Bad Lieutenant est un film compliqué mais surtout un film clivant par tous ses aspects et il est particulièrement difficile d'émettre un avis le concernant. Le film commence par une première partie dans le ton de ce qu'on attend finalement, on présente un personnage qui vit loin de quelconques principes moraux et qui cumule les vices. Ce premier acte n'est alors pas sans rappeler Taxi Driver, en effet on ne vivra qu'à travers le seul personnage d'Harvey Keitel si bien qu'il apparaît bien dans toutes les scènes (tous les plans ?) et que seul son point de vue importe dans un soucis de réalisme particulièrement saisissant. C'est donc là où on en est à la fin de ce premier acte.

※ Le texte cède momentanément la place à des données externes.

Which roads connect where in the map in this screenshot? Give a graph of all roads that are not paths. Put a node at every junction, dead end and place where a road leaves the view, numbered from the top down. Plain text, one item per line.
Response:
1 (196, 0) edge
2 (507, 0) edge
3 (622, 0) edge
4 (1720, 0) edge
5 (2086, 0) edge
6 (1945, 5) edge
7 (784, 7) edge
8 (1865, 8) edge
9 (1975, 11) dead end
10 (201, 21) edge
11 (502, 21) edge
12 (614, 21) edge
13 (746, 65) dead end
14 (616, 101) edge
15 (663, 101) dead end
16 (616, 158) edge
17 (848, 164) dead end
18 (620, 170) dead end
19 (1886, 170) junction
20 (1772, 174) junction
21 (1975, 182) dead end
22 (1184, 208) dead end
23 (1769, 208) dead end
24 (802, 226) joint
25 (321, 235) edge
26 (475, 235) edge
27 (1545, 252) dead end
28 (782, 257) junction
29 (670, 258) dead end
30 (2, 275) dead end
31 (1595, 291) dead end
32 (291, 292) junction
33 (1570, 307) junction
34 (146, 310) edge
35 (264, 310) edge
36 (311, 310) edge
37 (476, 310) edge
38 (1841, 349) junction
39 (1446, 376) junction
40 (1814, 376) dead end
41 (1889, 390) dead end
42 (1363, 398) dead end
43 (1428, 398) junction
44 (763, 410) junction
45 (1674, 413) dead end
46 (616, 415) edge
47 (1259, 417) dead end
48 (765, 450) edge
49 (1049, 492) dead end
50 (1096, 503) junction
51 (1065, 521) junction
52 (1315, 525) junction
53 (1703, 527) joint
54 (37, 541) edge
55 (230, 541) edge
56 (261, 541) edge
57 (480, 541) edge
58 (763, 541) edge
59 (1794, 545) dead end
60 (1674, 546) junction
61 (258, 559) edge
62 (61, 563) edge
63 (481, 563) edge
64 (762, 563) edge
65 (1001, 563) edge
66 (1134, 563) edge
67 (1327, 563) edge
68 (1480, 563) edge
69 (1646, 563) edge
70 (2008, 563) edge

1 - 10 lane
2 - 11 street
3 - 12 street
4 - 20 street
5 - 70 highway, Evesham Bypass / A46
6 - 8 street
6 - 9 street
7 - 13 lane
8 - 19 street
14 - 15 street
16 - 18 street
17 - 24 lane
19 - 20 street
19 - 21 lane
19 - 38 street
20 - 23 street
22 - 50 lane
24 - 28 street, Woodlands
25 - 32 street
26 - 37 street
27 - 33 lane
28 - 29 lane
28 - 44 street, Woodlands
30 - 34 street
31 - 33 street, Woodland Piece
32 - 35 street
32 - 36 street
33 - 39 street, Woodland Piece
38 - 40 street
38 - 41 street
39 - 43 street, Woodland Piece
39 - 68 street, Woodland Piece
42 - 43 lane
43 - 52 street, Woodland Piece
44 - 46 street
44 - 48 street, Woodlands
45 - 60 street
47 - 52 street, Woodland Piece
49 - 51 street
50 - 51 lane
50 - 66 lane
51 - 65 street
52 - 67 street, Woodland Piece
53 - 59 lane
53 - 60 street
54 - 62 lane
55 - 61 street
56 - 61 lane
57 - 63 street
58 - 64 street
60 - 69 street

Mais vient ensuite cette scène, qui, personnellement restera ancré dans mon imaginaire pendant longtemps. Cette scène où notre personnage, en sa qualité de lieutenant de police, se permet d'arrêter une voiture peuplée de jeunes femmes... Cette scène pose problème par bien des aspects et annonce le ton réel du film. Je suis un fan inconditionnel de Harvey Keitel et le voir jouer une scène aussi longue et dérangeante m'a empêché de soutenir le regard durant l'éternité qu'elle me semble avoir durée. Par la suite, le film décrit une descente aux enfers de son personnage, aussi simple que cela, jusqu'au dernier revirement attendu.
La scène de l'église, du pardon, au delà de sa dimension presque politique, est avant tout la quintessence de la vision de son auteur, qui s'élève pour juger son personnage, pour le transformer et pour lui donner une toute autre dimension. Le film change complètement de direction, passe de l'insupportable à la puissance. La puissance transmise par la foi profonde que l'auteur inscrit dans son personnage, et la puissance de l’interprétation d'Harvey Keitel qui sublime le tableau. Enfin, je pense que ce film m'aurait laissé un goût amer voire une profonde déception si il n'y avait pas eu cette dernière scène, cette dernière volonté, ce Harvey Keitel larmoyant et ce choix de jouer Pledging my love (Mean Streets <3).
Abel Ferrara ne signe pas un chef d'oeuvre absolu, je pense qu'il signe simplement son chef d'oeuvre et celui de son acteur, si le film aurait pu être meilleur, il n'aurait pas pu être plus marquant.